がんゲノム医療センター

がんゲノム医療センターについて

ご挨拶


【がんゲノム医療の目的はがんの個別化医療です】


がんの原因が遺伝子の異常(遺伝子の構造変化や増幅)であることが明らかとなり、遺伝子異常を標的とした薬剤が次々と開発され、がんの治療に効力を発揮しています。一般にがん細胞は複数の遺伝子異常を持っており、同じがん(例えば肺癌)でも、患者さんによってはがん化に関わる遺伝子異常が異なる場合があり、がんの進展や治療の結果によっても治療対象となる遺伝子異常が新たに見つかる場合があります。このような事情から、ある患者さんのがん細胞が持っている遺伝子全体(ゲノムと言います)を調べ、がん化に関わっている遺伝子や治療標的となる遺伝子を特定し、そのがん患者さんに最も適した医療(個別化医療)を届けようという、がんゲノム医療が臨床現場に入ってきました。
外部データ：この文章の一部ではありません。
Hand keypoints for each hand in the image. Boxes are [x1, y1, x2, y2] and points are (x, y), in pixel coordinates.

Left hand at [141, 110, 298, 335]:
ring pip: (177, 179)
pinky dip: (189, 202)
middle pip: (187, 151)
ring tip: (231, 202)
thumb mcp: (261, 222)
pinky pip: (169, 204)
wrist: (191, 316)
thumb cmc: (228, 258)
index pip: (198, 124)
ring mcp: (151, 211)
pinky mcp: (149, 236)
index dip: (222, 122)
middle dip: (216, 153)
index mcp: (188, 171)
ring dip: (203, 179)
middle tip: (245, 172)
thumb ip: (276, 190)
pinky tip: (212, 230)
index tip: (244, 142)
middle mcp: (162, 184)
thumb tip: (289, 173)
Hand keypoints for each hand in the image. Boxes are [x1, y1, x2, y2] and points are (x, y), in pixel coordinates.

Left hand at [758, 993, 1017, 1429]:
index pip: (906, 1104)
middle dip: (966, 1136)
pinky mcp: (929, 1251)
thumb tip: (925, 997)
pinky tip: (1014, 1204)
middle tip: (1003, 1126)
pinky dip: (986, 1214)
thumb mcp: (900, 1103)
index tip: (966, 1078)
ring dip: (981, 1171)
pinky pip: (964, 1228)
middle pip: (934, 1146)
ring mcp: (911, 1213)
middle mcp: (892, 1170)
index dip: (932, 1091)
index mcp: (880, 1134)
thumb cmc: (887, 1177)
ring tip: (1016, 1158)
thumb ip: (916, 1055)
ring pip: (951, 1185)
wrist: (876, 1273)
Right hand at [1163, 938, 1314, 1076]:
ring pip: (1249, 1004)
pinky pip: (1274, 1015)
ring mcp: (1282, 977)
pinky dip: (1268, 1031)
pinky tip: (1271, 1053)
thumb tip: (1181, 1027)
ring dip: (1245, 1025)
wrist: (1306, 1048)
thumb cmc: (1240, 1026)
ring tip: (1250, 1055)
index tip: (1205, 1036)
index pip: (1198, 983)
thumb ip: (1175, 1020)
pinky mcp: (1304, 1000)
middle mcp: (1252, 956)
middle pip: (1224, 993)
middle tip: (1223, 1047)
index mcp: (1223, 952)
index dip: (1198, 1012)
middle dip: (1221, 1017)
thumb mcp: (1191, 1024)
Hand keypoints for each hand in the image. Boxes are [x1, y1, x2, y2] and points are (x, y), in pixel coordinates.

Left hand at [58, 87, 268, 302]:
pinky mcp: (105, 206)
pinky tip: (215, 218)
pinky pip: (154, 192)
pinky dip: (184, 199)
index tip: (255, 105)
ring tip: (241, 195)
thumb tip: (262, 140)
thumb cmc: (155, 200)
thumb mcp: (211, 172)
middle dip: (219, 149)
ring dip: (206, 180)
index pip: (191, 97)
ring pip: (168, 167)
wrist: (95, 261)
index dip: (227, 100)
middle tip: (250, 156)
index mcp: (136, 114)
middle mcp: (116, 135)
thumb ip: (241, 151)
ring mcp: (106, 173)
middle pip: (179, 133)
当院は本県唯一のがん専門病院として、平成14年12月に地域がん診療拠点病院、平成19年1月からは都道府県がん診療連携拠点病院の指定を受け、県民の皆様に良質ながん医療を提供してまいりました。平成30年10月にがんゲノム医療連携病院の指定を受けたことから、平成31年4月にがんゲノム医療センターを設け、令和2年3月からがんゲノム医療の入り口であるがん遺伝子パネル検査を開始しました。今後はがんゲノム医療拠点病院である新潟大学付属病院と連携しつつ、県民の皆様にがんゲノム医療を提供してまいります。